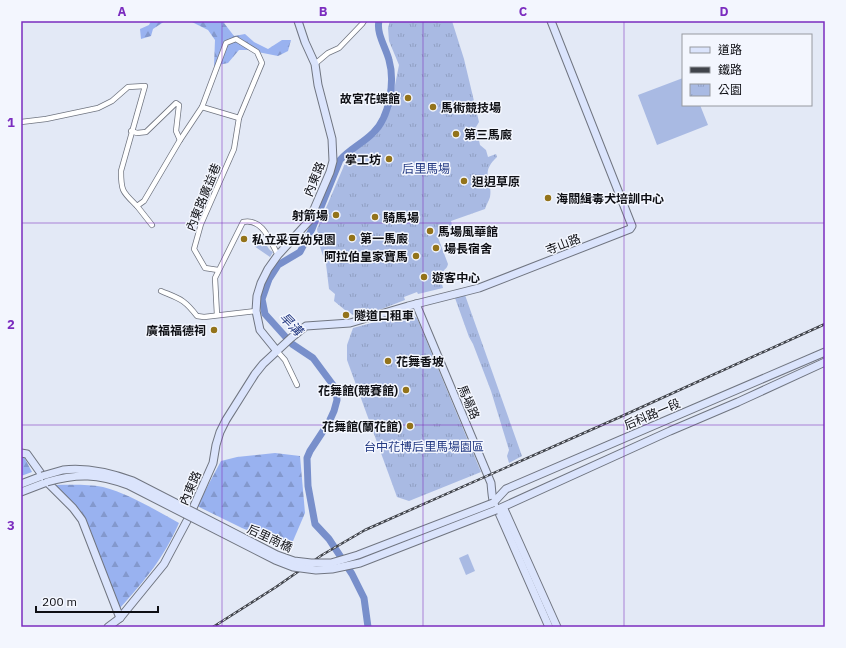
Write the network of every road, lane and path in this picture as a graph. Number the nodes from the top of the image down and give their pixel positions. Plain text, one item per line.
1 (298, 21) edge
2 (364, 21) edge
3 (551, 21) edge
4 (315, 64) junction
5 (202, 107) junction
6 (239, 118) junction
7 (21, 122) edge
8 (131, 132) junction
9 (180, 140) junction
10 (137, 206) junction
11 (152, 225) dead end
12 (278, 255) junction
13 (218, 270) junction
14 (161, 291) dead end
15 (416, 304) junction
16 (256, 311) junction
17 (217, 315) junction
18 (284, 344) joint
19 (277, 351) junction
20 (825, 352) edge
21 (825, 362) edge
22 (296, 384) dead end
23 (21, 453) edge
24 (42, 476) junction
25 (47, 482) junction
26 (21, 484) edge
27 (21, 492) edge
28 (494, 506) junction
29 (120, 618) junction
30 (108, 627) edge
31 (549, 627) edge
32 (557, 627) edge

1 - 4 street, 內東路
2 - 4 street
3 - 15 street, 寺山路
4 - 12 street, 內東路
5 - 6 street
5 - 6 street, 內東路廣益巷
5 - 9 street, 內東路廣益巷
6 - 13 street, 內東路廣益巷
7 - 8 street
8 - 9 street
8 - 10 street
9 - 10 street, 內東路廣益巷
10 - 11 street
12 - 13 street
12 - 16 street, 內東路
13 - 17 street
14 - 17 street
15 - 18 street, 寺山路
15 - 28 street, 馬場路
16 - 17 street
16 - 19 street, 內東路
18 - 19 street, 內東路
19 - 22 street
19 - 29 street, 內東路
20 - 28 street, 后科路一段
21 - 28 street, 后科路一段
23 - 24 street
24 - 25 street
24 - 26 street, 后里南橋
24 - 28 street, 后里南橋, bridge
25 - 27 street, 后里南橋
25 - 28 street, 后里南橋, bridge
25 - 29 street
28 - 31 street, 馬場路
28 - 32 street
29 - 30 street, 內東路

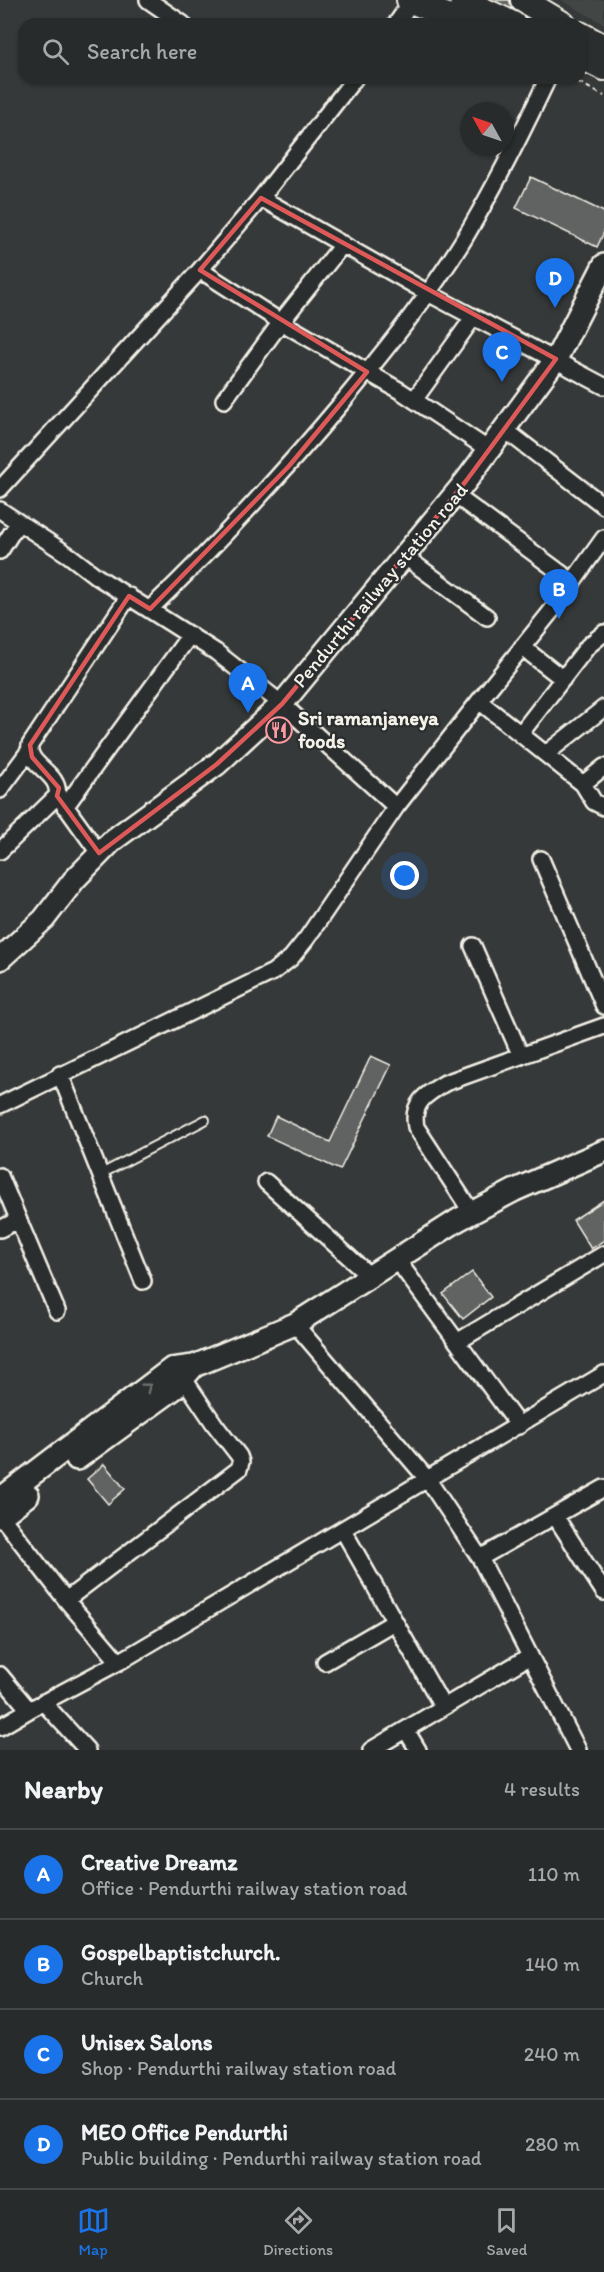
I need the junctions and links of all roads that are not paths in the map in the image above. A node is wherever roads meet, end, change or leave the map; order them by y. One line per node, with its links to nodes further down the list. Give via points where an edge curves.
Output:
1 (148, 0): 5 (street)
2 (462, 0): 8 (main road)
3 (523, 0): 9 (main road)
4 (410, 1): 6 (street); 7 (main road)
5 (174, 18)
6 (400, 18)
7 (451, 18)
8 (500, 18)
9 (553, 18)
10 (586, 37): 11 (main road)
11 (604, 47)
12 (586, 59): 13 (main road)
13 (604, 68)
14 (586, 78): 17 (main road)
15 (350, 84): 18 (street)
16 (545, 84): 22 (street, via 464,239)
17 (604, 86)
18 (261, 198): 19 (street); 21 (street)
19 (343, 244): 22 (street); 24 (street)
20 (604, 265): 25 (street, Pendurthi railway station road)
21 (200, 270): 24 (street); 32 (street)
22 (428, 293): 23 (street); 26 (street)
23 (473, 318): 25 (street); 29 (street)
24 (281, 322): 26 (street); 28 (street)
25 (556, 359): 27 (street); 30 (street, Pendurthi railway station road)
26 (367, 372): 29 (street); 42 (street, via 289,466)
27 (604, 386)
28 (224, 400)
29 (414, 400): 31 (street)
30 (504, 429): 31 (street, Pendurthi railway station road); 34 (street)
31 (489, 450): 33 (street, Pendurthi railway station road)
32 (0, 489)
33 (455, 495): 39 (street, Pendurthi railway station road); 40 (street)
34 (604, 506)
35 (0, 510): 36 (street)
36 (18, 523): 38 (street); 41 (street)
37 (604, 538): 40 (street)
38 (0, 551)
39 (404, 556): 43 (street); 49 (street, Pendurthi railway station road)
40 (573, 582): 46 (street)
41 (129, 596): 42 (street); 52 (street)
42 (150, 609): 45 (street)
43 (487, 617)
44 (604, 633): 47 (street, via 588,646)
45 (190, 634): 49 (street); 57 (street)
46 (522, 646): 47 (street); 48 (street)
47 (563, 679): 51 (street)
48 (479, 701): 51 (street); 58 (street)
49 (282, 704): 58 (street); 61 (street, Pendurthi railway station road, via 217,764)
50 (604, 708): 53 (street)
51 (521, 733): 53 (street)
52 (29, 750): 56 (street); 57 (street, via 55,782)
53 (547, 753): 55 (street)
54 (604, 767): 55 (street)
55 (583, 784): 59 (street, via 594,802)
56 (0, 790)
57 (61, 801): 60 (street); 61 (street)
58 (396, 807): 68 (street, via 291,958 273,972)
59 (604, 807)
60 (0, 851)
61 (99, 853): 64 (street, Pendurthi railway station road, via 44,919)
62 (541, 859): 65 (street)
63 (474, 946): 67 (street)
64 (0, 959)
65 (604, 1006)
66 (604, 1026): 67 (street)
67 (522, 1056): 75 (street, via 439,1086 423,1099 414,1116 416,1127)
68 (60, 1074): 69 (street); 72 (street)
69 (0, 1105)
70 (205, 1120): 72 (lane)
71 (604, 1151): 75 (street)
72 (102, 1174): 81 (street)
73 (0, 1176): 76 (street)
74 (266, 1182): 80 (street)
75 (472, 1213): 79 (street)
76 (18, 1220): 77 (street); 82 (street)
77 (0, 1229)
78 (604, 1254): 84 (street)
79 (397, 1260): 80 (street); 84 (street)
80 (371, 1276): 83 (street)
81 (144, 1281)
82 (57, 1311)
83 (295, 1324): 85 (street); 88 (street)
84 (457, 1342): 87 (street)
85 (189, 1372): 90 (street, via 171,1369); 95 (street, via 215,1425 239,1456 239,1470)
86 (604, 1374): 87 (street)
87 (519, 1426): 88 (street)
88 (428, 1480): 92 (street); 93 (street)
89 (604, 1488): 91 (street)
90 (0, 1511): 95 (street)
91 (555, 1516): 93 (street); 94 (street)
92 (343, 1530): 96 (street); 98 (street)
93 (480, 1558): 97 (street)
94 (604, 1592)
95 (66, 1600): 98 (street)
96 (394, 1622): 99 (street); 102 (street)
97 (530, 1656): 102 (street); 108 (street)
98 (119, 1662): 101 (street)
99 (325, 1662)
100 (0, 1675): 101 (street)
101 (36, 1706): 103 (street); 105 (street)
102 (443, 1707): 104 (street)
103 (0, 1727)
104 (406, 1730): 106 (street); 107 (street)
105 (87, 1750)
106 (371, 1750)
107 (418, 1750)
108 (578, 1750)

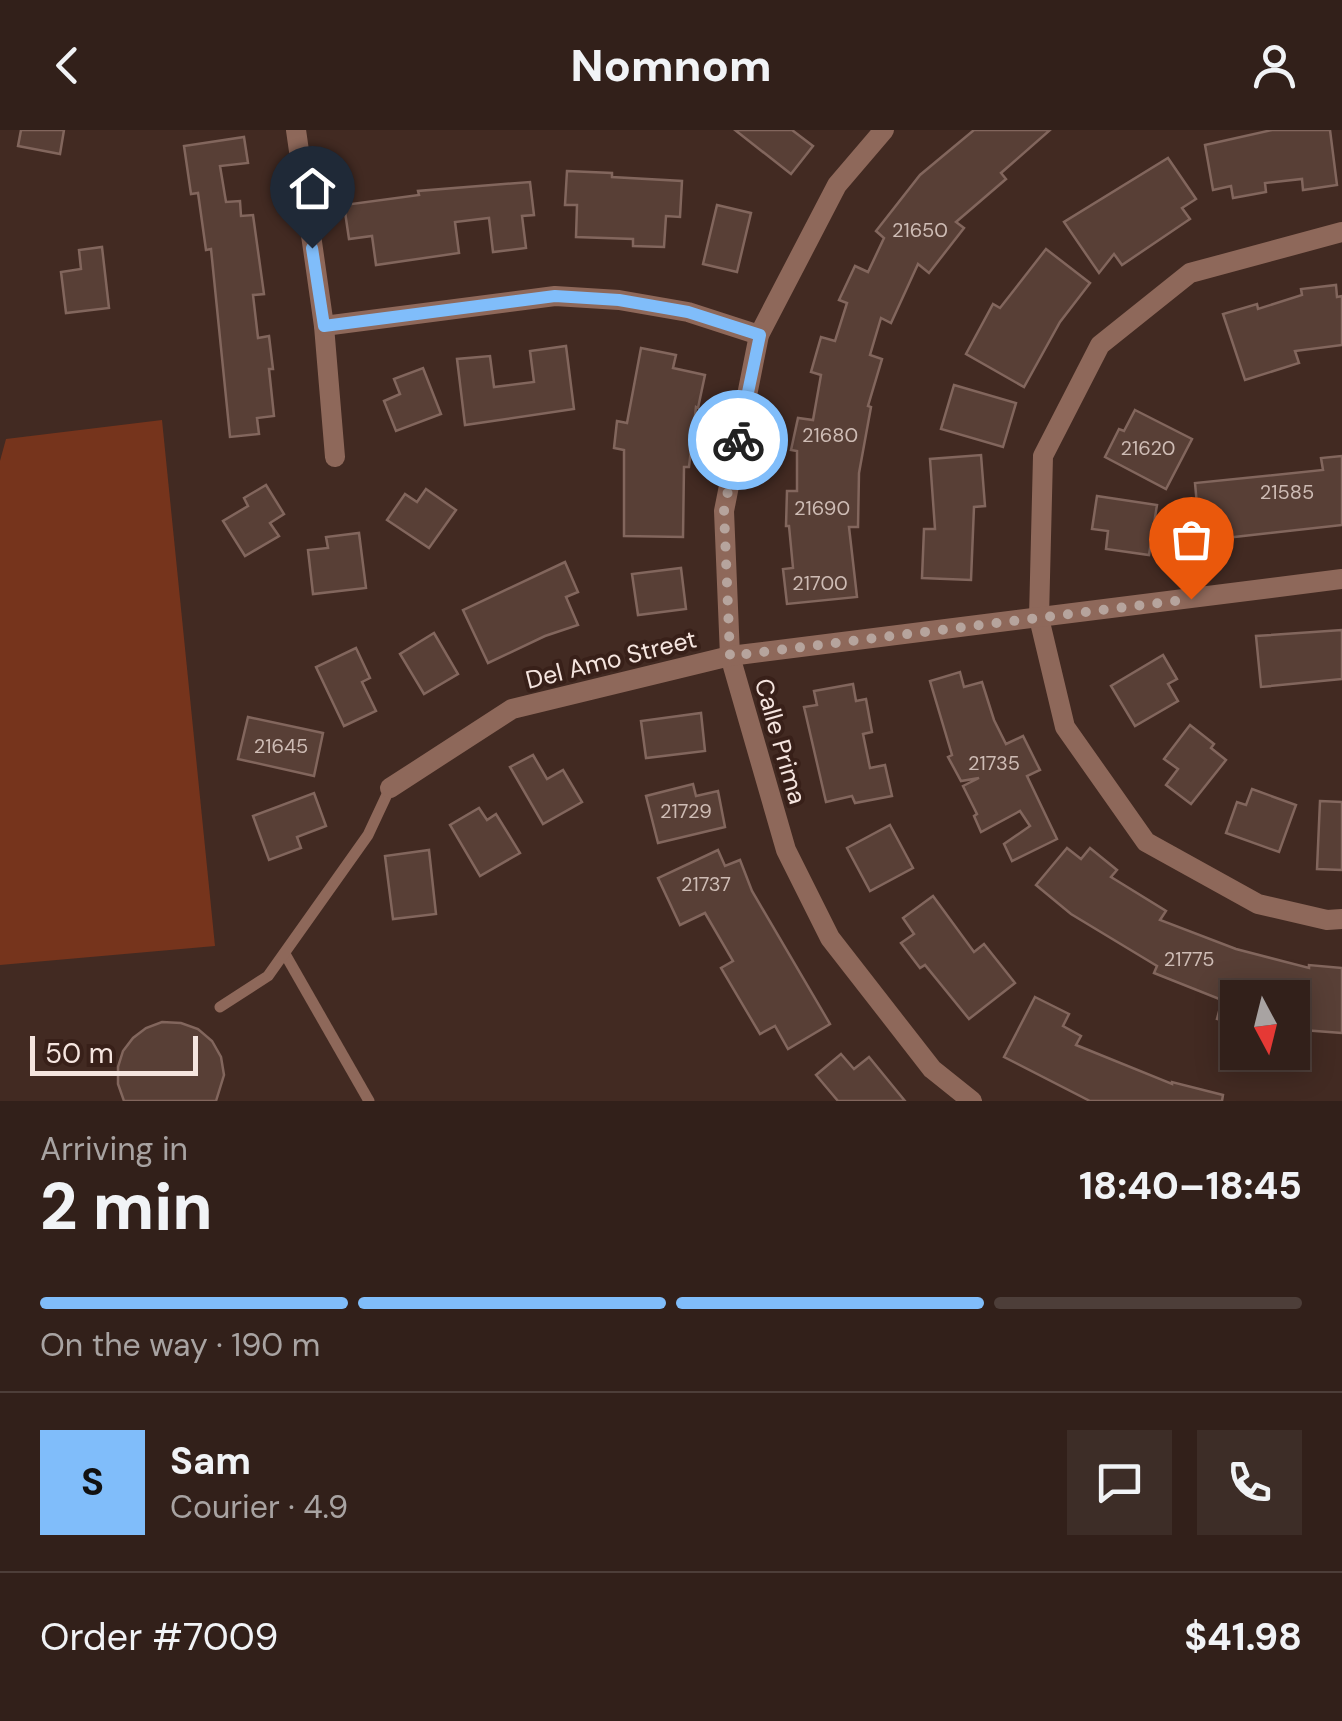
# # # # #
--- WHAT THE TASK ASKS ---
Omit the pictures, and quote the material above exactly as given.

--- EXERCISE RESULT ---
Write the network of every road, lane and path in this picture as a graph. Number the nodes from the top of the image down and give their pixel positions. Plain text, one item per line.
1 (298, 21) edge
2 (364, 21) edge
3 (551, 21) edge
4 (315, 64) junction
5 (202, 107) junction
6 (239, 118) junction
7 (21, 122) edge
8 (131, 132) junction
9 (180, 140) junction
10 (137, 206) junction
11 (152, 225) dead end
12 (278, 255) junction
13 (218, 270) junction
14 (161, 291) dead end
15 (416, 304) junction
16 (256, 311) junction
17 (217, 315) junction
18 (284, 344) joint
19 (277, 351) junction
20 (825, 352) edge
21 (825, 362) edge
22 (296, 384) dead end
23 (21, 453) edge
24 (42, 476) junction
25 (47, 482) junction
26 (21, 484) edge
27 (21, 492) edge
28 (494, 506) junction
29 (120, 618) junction
30 (108, 627) edge
31 (549, 627) edge
32 (557, 627) edge

1 - 4 street, 內東路
2 - 4 street
3 - 15 street, 寺山路
4 - 12 street, 內東路
5 - 6 street
5 - 6 street, 內東路廣益巷
5 - 9 street, 內東路廣益巷
6 - 13 street, 內東路廣益巷
7 - 8 street
8 - 9 street
8 - 10 street
9 - 10 street, 內東路廣益巷
10 - 11 street
12 - 13 street
12 - 16 street, 內東路
13 - 17 street
14 - 17 street
15 - 18 street, 寺山路
15 - 28 street, 馬場路
16 - 17 street
16 - 19 street, 內東路
18 - 19 street, 內東路
19 - 22 street
19 - 29 street, 內東路
20 - 28 street, 后科路一段
21 - 28 street, 后科路一段
23 - 24 street
24 - 25 street
24 - 26 street, 后里南橋
24 - 28 street, 后里南橋, bridge
25 - 27 street, 后里南橋
25 - 28 street, 后里南橋, bridge
25 - 29 street
28 - 31 street, 馬場路
28 - 32 street
29 - 30 street, 內東路

I need the junctions and links of all roads that are not paths in the map in the image above. A node is wherever roads meet, end, change or leave the map; order them by y. One line per node, with its links to nodes further down the list. Give via points where an edge curves.
Output:
1 (148, 0): 5 (street)
2 (462, 0): 8 (main road)
3 (523, 0): 9 (main road)
4 (410, 1): 6 (street); 7 (main road)
5 (174, 18)
6 (400, 18)
7 (451, 18)
8 (500, 18)
9 (553, 18)
10 (586, 37): 11 (main road)
11 (604, 47)
12 (586, 59): 13 (main road)
13 (604, 68)
14 (586, 78): 17 (main road)
15 (350, 84): 18 (street)
16 (545, 84): 22 (street, via 464,239)
17 (604, 86)
18 (261, 198): 19 (street); 21 (street)
19 (343, 244): 22 (street); 24 (street)
20 (604, 265): 25 (street, Pendurthi railway station road)
21 (200, 270): 24 (street); 32 (street)
22 (428, 293): 23 (street); 26 (street)
23 (473, 318): 25 (street); 29 (street)
24 (281, 322): 26 (street); 28 (street)
25 (556, 359): 27 (street); 30 (street, Pendurthi railway station road)
26 (367, 372): 29 (street); 42 (street, via 289,466)
27 (604, 386)
28 (224, 400)
29 (414, 400): 31 (street)
30 (504, 429): 31 (street, Pendurthi railway station road); 34 (street)
31 (489, 450): 33 (street, Pendurthi railway station road)
32 (0, 489)
33 (455, 495): 39 (street, Pendurthi railway station road); 40 (street)
34 (604, 506)
35 (0, 510): 36 (street)
36 (18, 523): 38 (street); 41 (street)
37 (604, 538): 40 (street)
38 (0, 551)
39 (404, 556): 43 (street); 49 (street, Pendurthi railway station road)
40 (573, 582): 46 (street)
41 (129, 596): 42 (street); 52 (street)
42 (150, 609): 45 (street)
43 (487, 617)
44 (604, 633): 47 (street, via 588,646)
45 (190, 634): 49 (street); 57 (street)
46 (522, 646): 47 (street); 48 (street)
47 (563, 679): 51 (street)
48 (479, 701): 51 (street); 58 (street)
49 (282, 704): 58 (street); 61 (street, Pendurthi railway station road, via 217,764)
50 (604, 708): 53 (street)
51 (521, 733): 53 (street)
52 (29, 750): 56 (street); 57 (street, via 55,782)
53 (547, 753): 55 (street)
54 (604, 767): 55 (street)
55 (583, 784): 59 (street, via 594,802)
56 (0, 790)
57 (61, 801): 60 (street); 61 (street)
58 (396, 807): 68 (street, via 291,958 273,972)
59 (604, 807)
60 (0, 851)
61 (99, 853): 64 (street, Pendurthi railway station road, via 44,919)
62 (541, 859): 65 (street)
63 (474, 946): 67 (street)
64 (0, 959)
65 (604, 1006)
66 (604, 1026): 67 (street)
67 (522, 1056): 75 (street, via 439,1086 423,1099 414,1116 416,1127)
68 (60, 1074): 69 (street); 72 (street)
69 (0, 1105)
70 (205, 1120): 72 (lane)
71 (604, 1151): 75 (street)
72 (102, 1174): 81 (street)
73 (0, 1176): 76 (street)
74 (266, 1182): 80 (street)
75 (472, 1213): 79 (street)
76 (18, 1220): 77 (street); 82 (street)
77 (0, 1229)
78 (604, 1254): 84 (street)
79 (397, 1260): 80 (street); 84 (street)
80 (371, 1276): 83 (street)
81 (144, 1281)
82 (57, 1311)
83 (295, 1324): 85 (street); 88 (street)
84 (457, 1342): 87 (street)
85 (189, 1372): 90 (street, via 171,1369); 95 (street, via 215,1425 239,1456 239,1470)
86 (604, 1374): 87 (street)
87 (519, 1426): 88 (street)
88 (428, 1480): 92 (street); 93 (street)
89 (604, 1488): 91 (street)
90 (0, 1511): 95 (street)
91 (555, 1516): 93 (street); 94 (street)
92 (343, 1530): 96 (street); 98 (street)
93 (480, 1558): 97 (street)
94 (604, 1592)
95 (66, 1600): 98 (street)
96 (394, 1622): 99 (street); 102 (street)
97 (530, 1656): 102 (street); 108 (street)
98 (119, 1662): 101 (street)
99 (325, 1662)
100 (0, 1675): 101 (street)
101 (36, 1706): 103 (street); 105 (street)
102 (443, 1707): 104 (street)
103 (0, 1727)
104 (406, 1730): 106 (street); 107 (street)
105 (87, 1750)
106 (371, 1750)
107 (418, 1750)
108 (578, 1750)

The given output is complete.